Eiko shook the tiara at Maya. Maya sighed and bowed her head, and in so doing noticed that although she’d scooped up most of the paperwork on her desk, yesterday’s letter from the Canada Council for the Arts was still lying on the far edge. The one that said, “Dear Ms. Mehta, we regret to inform you…” The one that might as well have said, “Neener neener, no grant for you.”
After Eiko crowned her, Maya tried to subtly grab the letter, but it was just out of her reach. And Art was standing right next to it. Shoot. She needed a distraction.
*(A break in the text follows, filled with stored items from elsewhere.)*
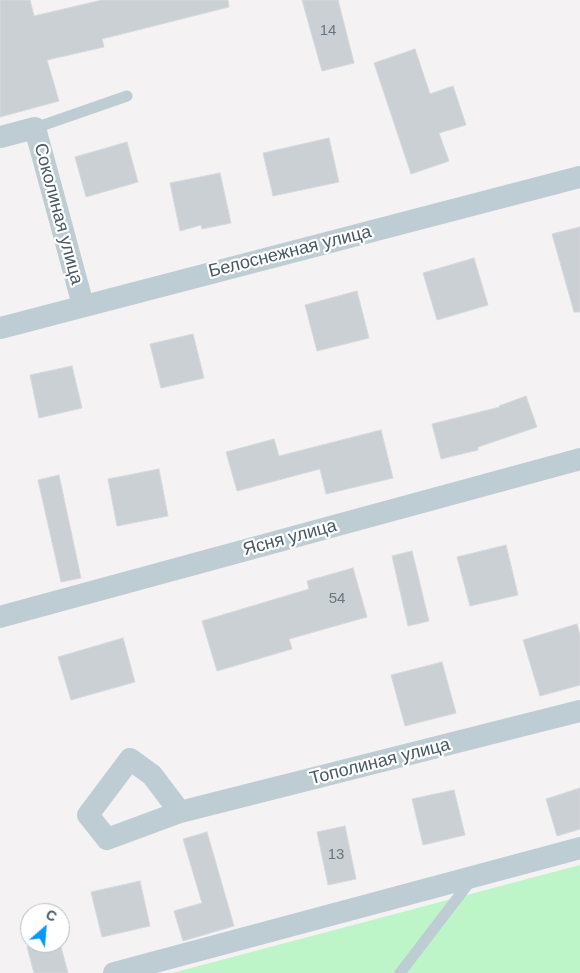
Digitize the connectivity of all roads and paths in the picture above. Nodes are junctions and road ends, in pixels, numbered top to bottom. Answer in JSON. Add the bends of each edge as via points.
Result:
{"nodes":[{"id":1,"x":128,"y":96,"type":"dead end"},
{"id":2,"x":34,"y":128,"type":"junction"},
{"id":3,"x":0,"y":137,"type":"edge"},
{"id":4,"x":580,"y":177,"type":"edge"},
{"id":5,"x":83,"y":305,"type":"junction"},
{"id":6,"x":0,"y":328,"type":"edge"},
{"id":7,"x":580,"y":459,"type":"edge"},
{"id":8,"x":0,"y":617,"type":"edge"},
{"id":9,"x":580,"y":711,"type":"edge"},
{"id":10,"x":180,"y":812,"type":"dead end"},
{"id":11,"x":580,"y":848,"type":"edge"},
{"id":12,"x":475,"y":876,"type":"junction"},
{"id":13,"x":114,"y":973,"type":"edge"},
{"id":14,"x":400,"y":973,"type":"edge"}],
"edges":[{"from":1,"to":2,"type":"lane"},
{"from":2,"to":3,"type":"street","name":"Соколиная улица"},
{"from":2,"to":5,"type":"street","name":"Соколиная улица"},
{"from":4,"to":5,"type":"street","name":"Белоснежная улица"},
{"from":5,"to":6,"type":"street","name":"Белоснежная улица"},
{"from":7,"to":8,"type":"street","name":"Ясня улица"},
{"from":9,"to":10,"type":"street","name":"Тополиная улица"},
{"from":11,"to":12,"type":"street"},
{"from":12,"to":13,"type":"street"},
{"from":12,"to":14,"type":"lane"}]}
“You know what?” she exclaimed, successfully drawing everyone’s attention. “I want the trident. Why does the king get the trident and the queen gets nothing of actual use? Like, he can raise the minions of the sea—or, I guess, the lake—with his mighty trident and she can do what? Wave and look pretty?”
That gave them pause. There was a literal pause, in fact, a long one, while they absorbed her complaint. Pearl rebounded first. “You know what? She makes a point.”
“She was the one who got us to expand the bachelor auction to include bachelorettes, and that was a huge success,” Eiko said.
“We’ll get you the trident,” Karl said.
Disarmed, Maya blinked rapidly. That was the thing about the old folks. You had to be careful when you were trying to stand up to them. Sometimes they would just agree with you, which would seem like a victory, but before you knew it, you’d find yourself the chairperson of the town bachelor/ette auction. Or they’d award you custody of the mer-king’s trident. “Who’s king this year?”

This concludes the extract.